Keywords: SARS-CoV-2, Antibody, Serodiagnosis, Chemiluminescence immunoassay
Abstract
Background
The unsatisfactory accuracy and capacity of real time RT-PCR depends on several unavoidable reasons, which cannot meet the demands for COVID-19 diagnosis.
Methods
206 serum samples were collected from patients who were treated in the General Hospital of the Central Theater Command of the PLA between January 18 and April 4, 2020. 270 serum samples from healthy blood donors were used as control. IgM and total antibodies (Ab) against SARS-CoV-2 were detected by Chemiluminescence Microparticle Immunoassay (CMIA).
Results
Among the 206 patients, the positive rate of IgM and Ab were 149/206 (72.3 %) and 187/206 (90.8 %), respectively. And the specificity of IgM and Ab detection were 99.3 % and 98.9 %, respectively. The sensitivity of CMIA for Ab detection was significantly higher than that of IgM. An increase of the positive rate and S/CO value for detecting IgM and Ab accompanied with the increasing of days post-disease onset (d.p.o.) were observed. The positive rate of Ab detected by CMIA increased rapidly after 7 d.p.o., while that of IgM was obviously increased after 14 d.p.o.. In addition, the age and gender of these patients did not affect the seroconversion and titer of antibodies during the whole course. The disease-severity of patients had no effect on the seroconversion of antibodies. However, the critical patients possessed a much higher antibody titers than the no-critical cases after 14 d.p.o..
Conclusions
The CMIA can provide important complementation to nucleic acid assay and help to enhance the accuracy and capacity of diagnosis of SARS-CoV-2 infection.
1. Introduction
The recent outbreak of coronavirus infectious disease 2019 (COVID-19) caused by severe acute respiratory syndrome coronavirus 2 (SARS-CoV-2) has been classified as a global pandemic on March 12, 2020 [1]. The disease rapidly spreads all over the world and results in more than 4,098,000 cases to be infected and over 283,000 deaths up to May 12, 2020 [2]. So far, the number of infected people is still rapidly growing.

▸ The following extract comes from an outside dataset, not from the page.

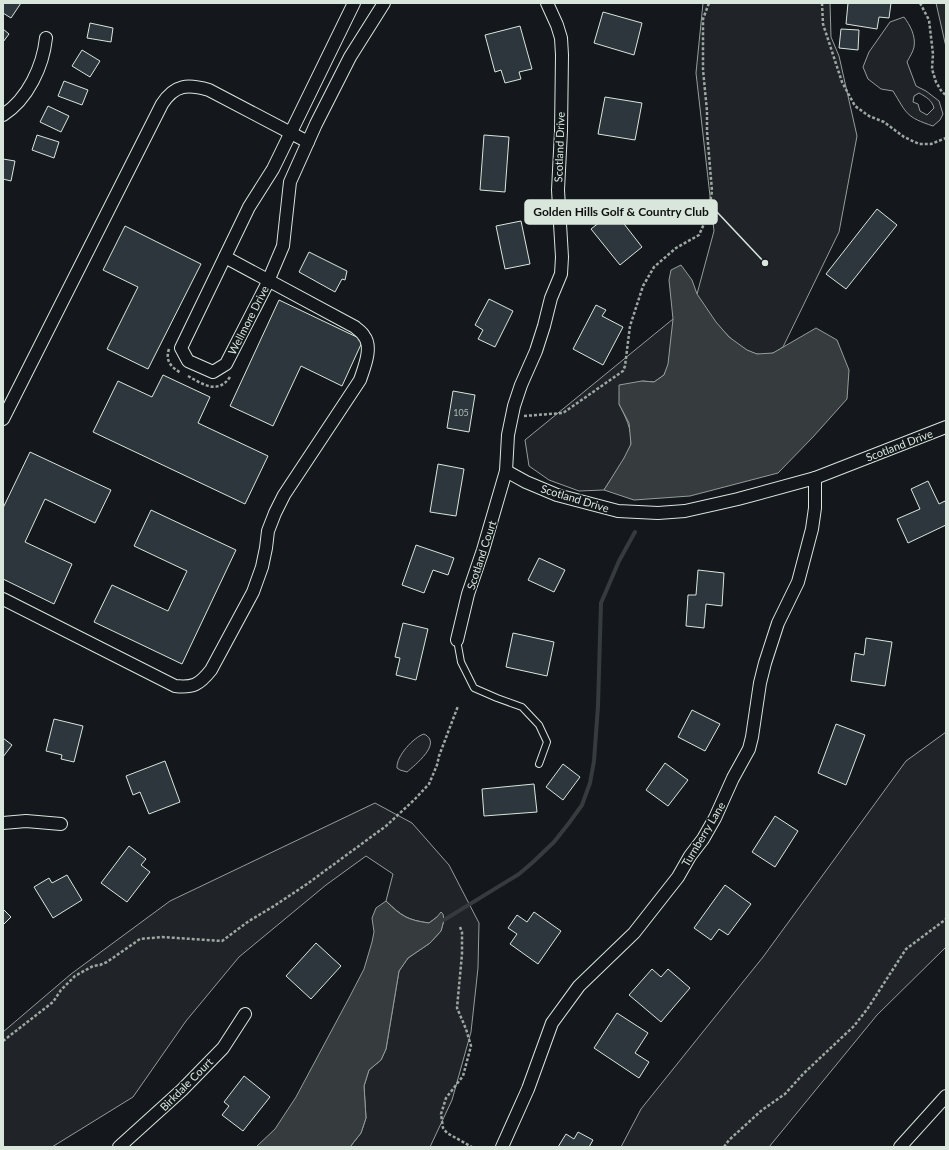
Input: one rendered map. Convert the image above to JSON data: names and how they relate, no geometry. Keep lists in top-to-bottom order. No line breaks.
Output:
{"streets":{"street":["Scotland Drive","Wellmore Drive","Scotland Court","Turnberry Lane","Birkdale Court"]},"crossings":[["Scotland Drive","Scotland Court"],["Scotland Drive","Turnberry Lane"]],"places":["Golden Hills Golf & Country Club"],"house_numbers":["105"]}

To identify infected-patients as early as possible is the first line of epidemic disease control. Currently, laboratory diagnosis of SARS-CoV-2 infection has been predominantly carried out by detecting viral RNA in nasal or pharyngeal swab samples based on real-time reverse transcription polymerase chain reaction (RT-PCR) assay [3,4]. However, viral loads mainly in lower respiratory tract and specimen collection in upper respiratory tract caused a high false negative rate of RT-PCR diagnosis [5,6]. Mainly caused by low quality specimen collection, the overall positive rate of RNA testing is estimated to be around 30–60 % in COVID-19 patients [7]. Therefore, a rapid and accurate detection method for SARS-CoV-2 infection is urgently needed. Another most widely used method serological assay is supposedly a powerful approach for timely diagnosis of COVID-19 and detection of antibody against SARS-CoV-2, which was recommended to clinical diagnosis according to the New Coronavirus Pneumonia Diagnosis and Treatment Program (7th edition) published by the National Health Commission of China [8]. The serological assays used for diagnosis are mainly based on specific antibodies against SARS-CoV-2 proteins. Genomic analysis reveals that SARS-CoV-2 has four major structural proteins including Spike (S) protein, Nucleocapsid (N) protein, Envelope (E) protein, and Membrane (M) protein, as well as a number of accessory open reading frame (ORF) proteins [3,9]. In this study, we evaluated the performance of Chemiluminescence Microparticle Immunoassay (CMIA) which was developed based on recombinant spike protein for detecting IgM and total antibodies against SARS-CoV-2 in human serum. A total of 206 serum samples from confirmed COVID-19 patients and 270 serum samples from healthy blood donors were tested by CMIA in the study. In addition, the potential influence factors of antibody production were analyzed.
2. Material and methods
2.1. Patients and samples
A total of 206 serum samples were collected from patients who were treated in the General Hospital of the Central Theater Command of the People’s Liberation Army (PLA) between January 18 and April 4, 2020. One sample was collected from each patient. All the patients were laboratory-confirmed cases with SARS-CoV-2 infection, who were tested positive for viral RNA by real time RT-PCR assay on pharyngeal swab specimens. Real time RT-PCR was performed using the nucleic acid testing kit (Daan, Guangzhou, China) for SARS-CoV-2 detection as previously described [10]. A patient was categorized as critical case if any of the bellowed clinical scenes appeared: 1) with Acute Respiratory Distress Syndrome or oxygen saturation < 93 % and needing mechanical ventilation either invasively or non-invasively; 2) shock; and 3) complication of organ functional failure and need intensive care unit support. A patient did not meet the above criteria was defined as no-critical case. The general information was extracted from electronic medical records. The control serum samples were randomly collected from 270 healthy blood donors who donated blood in May 2019, in Wuhan, China. The healthy blood donors were healthy people without other infection and autoimmune diseases. One serum sample was collected from each healthy donor. The demographics (including age and gender) of patients and healthy donors were compared, with no significant differences. This study was approved by the Hospital Ethics Committee of the General Hospital of the Central Theater Command of the PLA ([2020]003-1). The written informed consent was waived by the Ethics Commission of the designated hospital for emerging infectious diseases.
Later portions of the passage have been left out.